Aamer Ibraheem
2024-2025
Paloheimo Fellow
Affiliation at time of award:
PhD Candidate, Department of Anthropology
Columbia University
Present Interruptus: Sovereignty’s Reincarnation in the Golan Heights
November 6 @ 1:00 pm
Aamer Ibraheem
Photo courtesy of Aamer Ibraheem
Ibraheem works at the intersection of the anthropology of history, temporality, religion, and subjectivity. His project traces the contradictory and often brutal experience of the self under a political condition marked by an excess of state sovereignty. This ethnography enters the inner worlds of those living under military occupation in the Golan Heights, a population of over twenty-five-thousand Druze whose history continues to be interpellated by the authoritarian Syrian state, and whose morphing present is saturated with Israeli settler colonial rule and logic.

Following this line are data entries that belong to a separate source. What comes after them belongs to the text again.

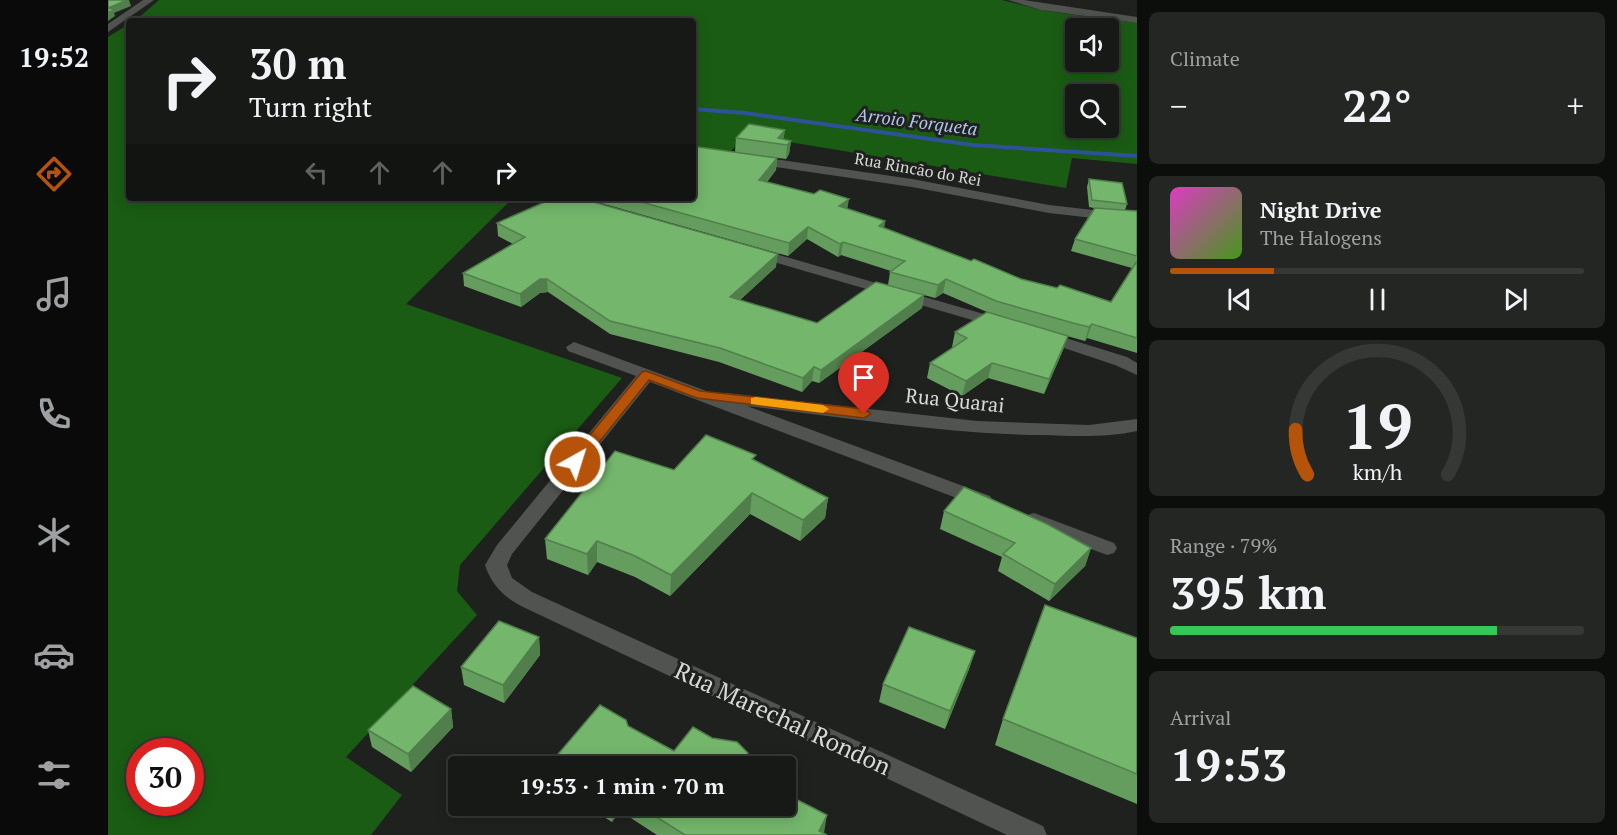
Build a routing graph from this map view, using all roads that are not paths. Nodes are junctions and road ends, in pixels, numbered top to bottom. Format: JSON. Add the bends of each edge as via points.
{"nodes":[{"id":1,"x":149,"y":0,"type":"edge"},
{"id":2,"x":1013,"y":0,"type":"edge"},
{"id":3,"x":1137,"y":20,"type":"edge"},
{"id":4,"x":108,"y":28,"type":"edge"},
{"id":5,"x":744,"y":158,"type":"edge"},
{"id":6,"x":1137,"y":219,"type":"edge"},
{"id":7,"x":743,"y":249,"type":"edge"},
{"id":8,"x":574,"y":347,"type":"dead end"},
{"id":9,"x":1137,"y":370,"type":"edge"},
{"id":10,"x":646,"y":375,"type":"junction"},
{"id":11,"x":697,"y":394,"type":"junction"},
{"id":12,"x":1137,"y":425,"type":"edge"},
{"id":13,"x":1000,"y":507,"type":"edge"},
{"id":14,"x":1022,"y":516,"type":"edge"},
{"id":15,"x":1107,"y":548,"type":"dead end"},
{"id":16,"x":1034,"y":835,"type":"edge"}],
"edges":[{"from":1,"to":4,"type":"street"},
{"from":2,"to":3,"type":"street"},
{"from":5,"to":6,"type":"street","name":"Rua Rincão do Rei","via":[[912,183],[1049,209]]},
{"from":7,"to":9,"type":"street","via":[[1019,329]]},
{"from":8,"to":10,"type":"street"},
{"from":10,"to":11,"type":"street"},
{"from":10,"to":16,"type":"street","name":"Rua Marechal Rondon","via":[[504,550],[496,565],[500,580],[509,590],[531,601]]},
{"from":11,"to":12,"type":"street","name":"Rua Quarai","via":[[1035,430],[1122,429]]},
{"from":11,"to":13,"type":"street"},
{"from":14,"to":15,"type":"street"}]}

To understand the working of this political multiplicity and to apprehend how ordinary people live and imagine themselves within its fabrics, this project explores the powerful and locally pervasive figure of the reincarnated subject: Druze men and women who recall their vivid past-life memories, but whose memories belong to histories that contradict and often trouble the present in the here and now. In the fervent political climate of the Golan Heights, caring for one’s own reincarnation—in terms of tracing who one has been and who one is today—gains particular prominence in that it becomes as much the work of ordinary Druze subjects as it is the interest of the state. The intense effect of competing state powers, as this ethnography shows, has a hold not only on one’s life but also on one’s soul, revealing the intimate dynamics between the theistic reasoning that powers a specific community and the psychic life of power characterizing the modern state.